In the end, if the split is acrimonious and you two can’t figure it out, your vet will need some kind of official (maybe legal) document from one or both of you that states who owns the dog. This might come in the form of a court decision or divorce documents or separation agreements that address custody of the pets. Sometimes one of the parties will write a letter saying they relinquish all claims on the pet, which from the vet’s point of view is fine. It doesn’t have to be lawyerish and expensive, just crystal clear.
So… think carefully. If you already own an animal it’s fine if you give your GF or BF the authority to bring him in to the vet and even to make some decisions about the pet’s care. But have a conversation with someone at the vet clinic to make sure that you are listed as the ultimate decision-maker and have the only legal claim on on the pet’s medical information, and that their authority does not extend to euthanasia decisions, for example.*
It’s so cynical and anti-good-feeling, but if you and a girlfriend or boyfriend are getting a pet “together”, take pains to make it clear that really only one of you is the legal owner of the pet. This is kind of a hard/awkward conversation to have with someone, because you are basically planning in case of a breakup. Nonetheless, you should have it. And the lawyer-y side of me says to get that in writing.
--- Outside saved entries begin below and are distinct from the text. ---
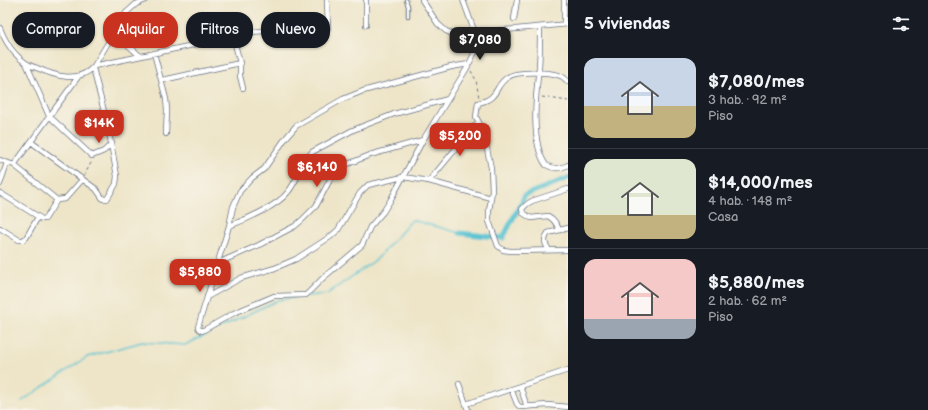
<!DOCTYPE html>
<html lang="es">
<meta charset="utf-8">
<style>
:root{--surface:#171b24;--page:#20242c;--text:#f1f3f6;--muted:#9ea1a6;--line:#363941;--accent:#c8321e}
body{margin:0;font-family:"Balsamiq Sans",sans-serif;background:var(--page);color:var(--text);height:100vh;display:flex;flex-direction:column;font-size:15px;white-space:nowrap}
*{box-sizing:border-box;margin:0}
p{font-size:13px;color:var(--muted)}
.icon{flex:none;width:22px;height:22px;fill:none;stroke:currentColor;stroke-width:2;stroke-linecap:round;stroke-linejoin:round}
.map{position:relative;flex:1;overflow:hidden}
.sheet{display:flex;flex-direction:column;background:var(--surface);width:360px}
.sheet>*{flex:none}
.guide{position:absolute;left:12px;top:12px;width:380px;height:36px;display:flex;gap:8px}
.price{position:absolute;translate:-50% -34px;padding:0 9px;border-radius:8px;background:var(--accent);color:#fff;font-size:13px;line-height:26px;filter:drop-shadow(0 1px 2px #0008)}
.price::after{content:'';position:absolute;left:50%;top:24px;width:12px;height:9px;margin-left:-6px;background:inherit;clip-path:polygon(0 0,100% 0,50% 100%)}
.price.selected{background:#222;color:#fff}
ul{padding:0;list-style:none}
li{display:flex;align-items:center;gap:12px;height:100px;padding:0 16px}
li+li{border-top:1px solid var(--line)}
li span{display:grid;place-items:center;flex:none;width:112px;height:80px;border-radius:12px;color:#555}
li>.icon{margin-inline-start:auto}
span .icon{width:48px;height:48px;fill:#fffc;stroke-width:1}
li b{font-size:17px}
h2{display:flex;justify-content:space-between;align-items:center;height:48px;padding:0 16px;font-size:17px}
.chip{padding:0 14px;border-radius:16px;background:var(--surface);box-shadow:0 1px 3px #0004;font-size:14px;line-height:36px}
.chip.selected{background:var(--accent);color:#fff}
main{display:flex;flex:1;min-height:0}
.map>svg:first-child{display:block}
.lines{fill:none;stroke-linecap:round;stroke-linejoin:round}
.stream{stroke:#58c3d2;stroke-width:1.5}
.canal{stroke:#58c3d2;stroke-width:5}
.lane-casing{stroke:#656f83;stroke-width:4.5}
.street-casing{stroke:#656f83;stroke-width:6}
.path{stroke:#656f83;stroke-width:1;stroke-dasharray:3 3;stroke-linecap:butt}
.lane{stroke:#fff;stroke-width:2.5}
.street{stroke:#fff;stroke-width:4.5}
</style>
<main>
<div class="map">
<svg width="568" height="410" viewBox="0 0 568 410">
<rect width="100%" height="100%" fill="#f7f3e8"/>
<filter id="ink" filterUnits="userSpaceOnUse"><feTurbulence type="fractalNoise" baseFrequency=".025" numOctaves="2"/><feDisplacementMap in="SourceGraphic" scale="8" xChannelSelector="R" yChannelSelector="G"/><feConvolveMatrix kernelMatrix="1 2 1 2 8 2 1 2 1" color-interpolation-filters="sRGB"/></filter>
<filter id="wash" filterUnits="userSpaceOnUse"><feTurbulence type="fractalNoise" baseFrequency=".012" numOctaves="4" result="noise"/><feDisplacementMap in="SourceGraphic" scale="16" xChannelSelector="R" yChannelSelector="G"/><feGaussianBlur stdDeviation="0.9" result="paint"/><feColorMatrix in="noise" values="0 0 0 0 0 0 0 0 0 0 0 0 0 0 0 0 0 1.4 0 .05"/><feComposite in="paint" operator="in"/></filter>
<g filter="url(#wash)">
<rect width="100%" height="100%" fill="#eee5c8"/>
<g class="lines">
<!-- stream -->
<path class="stream" d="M306,296L327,294L377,259L412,220L460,233
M22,401L87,357L142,342L185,345L278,300L298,297"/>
<!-- canal -->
<path class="canal" d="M460,233L503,238L525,195L568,178"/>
</g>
</g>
<g filter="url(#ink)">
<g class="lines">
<!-- lane casing -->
<g class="lane-casing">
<path id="lane" d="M406,0L408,6V16"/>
</g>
<!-- street casing -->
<g class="street-casing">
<path id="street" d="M327,0L328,28
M422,0L438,24L446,31L453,34L475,33L568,24
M463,0L475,33
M564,0V24
M514,19L517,0
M366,25V0
M540,27C540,40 540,54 539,67C536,93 530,143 546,165C553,169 561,169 568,165
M0,28C5,41 14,55 26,63C29,65 33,67 37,68C55,76 79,84 94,66L126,13L136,4L146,0
M115,33L140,56
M232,33L240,63V76L243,88
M154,53L166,99L167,110L166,134
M26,63L49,116L92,156L104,151L112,143
M94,66L198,44L232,33L265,31
M163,80L240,63
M568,82C565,78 562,76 558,75C547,72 516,71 508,77C493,86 501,98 478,103L476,117L483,130L491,168L492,191L489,211V221L498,246L503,250L511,251L568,250
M448,99L394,114L353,130L312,152C301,164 298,180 288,192C278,206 245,220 229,226L207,297L241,278L275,268L296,259L330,237L338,230L360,193L368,185L403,177L429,181L491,198
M31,142L96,189L103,199H107L116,184L117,176L108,127L93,68
M0,160L14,165L57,200L65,199L82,180
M14,165L78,77
M429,181L478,122
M0,184L7,163
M0,193L42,219H45L57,200
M229,226L233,207L240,191L252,178L264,169L285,139L296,126L343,99L363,91L451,67L469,64
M0,228L19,240H23L26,238L38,217
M559,230C557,224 554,219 548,216L531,218L523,213L522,209L527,204L532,201L568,189
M549,250C545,244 543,240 548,233L568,228
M218,263L259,245L295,226L302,220L316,206L333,174L338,168L370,155L423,140
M207,297L198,327L199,329L202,331L234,313L274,296L306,295L323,278L362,245L370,227L383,212L390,201L423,140L467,68L485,32
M459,384L468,410
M520,386L527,407
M511,389L517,404L520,407L548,405L568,407
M466,404L568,370"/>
</g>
<!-- path -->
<path class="path" d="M471,71L476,80L479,98
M542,97L568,101
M84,176L92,161"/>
<!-- lane -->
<use href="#lane" class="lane"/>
<!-- street -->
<use href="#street" class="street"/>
</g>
</g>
</svg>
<b class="price selected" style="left:480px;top:61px">$7,080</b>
<b class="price" style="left:99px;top:144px">$14K</b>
<b class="price" style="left:460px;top:157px">$5,200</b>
<b class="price" style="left:317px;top:188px">$6,140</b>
<b class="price" style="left:200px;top:293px">$5,880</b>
<div class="guide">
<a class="chip">Comprar</a>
<a class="chip selected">Alquilar</a>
<a class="chip">Filtros</a>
<a class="chip">Nuevo</a>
</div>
</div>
<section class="sheet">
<h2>5 viviendas<svg class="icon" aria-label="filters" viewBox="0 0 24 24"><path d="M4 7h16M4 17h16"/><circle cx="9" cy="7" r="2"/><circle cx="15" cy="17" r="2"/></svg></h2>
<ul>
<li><span style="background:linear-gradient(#c9d6e8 60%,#c2b280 0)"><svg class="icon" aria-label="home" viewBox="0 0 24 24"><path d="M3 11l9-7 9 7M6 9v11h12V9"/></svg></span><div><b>$7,080/mes</b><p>3 hab. · 92 m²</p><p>Piso</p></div></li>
<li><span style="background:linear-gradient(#dfe7d0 70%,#c2b280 0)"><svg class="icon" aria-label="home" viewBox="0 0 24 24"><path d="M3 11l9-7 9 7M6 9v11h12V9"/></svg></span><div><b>$14,000/mes</b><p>4 hab. · 148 m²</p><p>Casa</p></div></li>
<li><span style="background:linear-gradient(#f6c9c9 75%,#9aa5b1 0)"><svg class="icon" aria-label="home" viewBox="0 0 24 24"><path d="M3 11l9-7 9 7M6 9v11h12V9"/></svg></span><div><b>$5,880/mes</b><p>2 hab. · 62 m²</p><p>Piso</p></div></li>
</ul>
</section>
</main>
Some quotes from a semi-relevant discussion on reddit:
My ex of 6 years and I bought a dog together about 3 years in. When we broke up, that was totally the saddest part, he has no idea why his master disappeared and never saw him again.
Just found out that he (the dog) passed away a couple weeks ago. I never got to say goodbye. Not gonna lie, I teared up at work when I saw it on facebook. I don’t miss that relationship at all, but man I miss that dog.
The worst part was that me and my ex gf picked out the dog together when he was a puppy and raised him together. Its heartbreaking that I don’t get to see the little guy anymore.
If you’ve lost a pet in a breakup, I’m really, really sorry. I can’t imagine anything sadder than losing both a significant human relationship and contact with an animal that I love. Frankly, by the time a breakup happens I’m sure I’d miss the pet a hell of a lot more than I’d miss the person. It must truly suck.
*There has been more than one case of “retaliatory euthanasia” reported. A couple breaks up and one party is so incensed that they decide to retaliate by having the pets euthanized. It’s an evil thing to do and you’d never imagine someone who theoretically loves an animal doing this, but people sometimes do inexplicable things, and worse, and worse.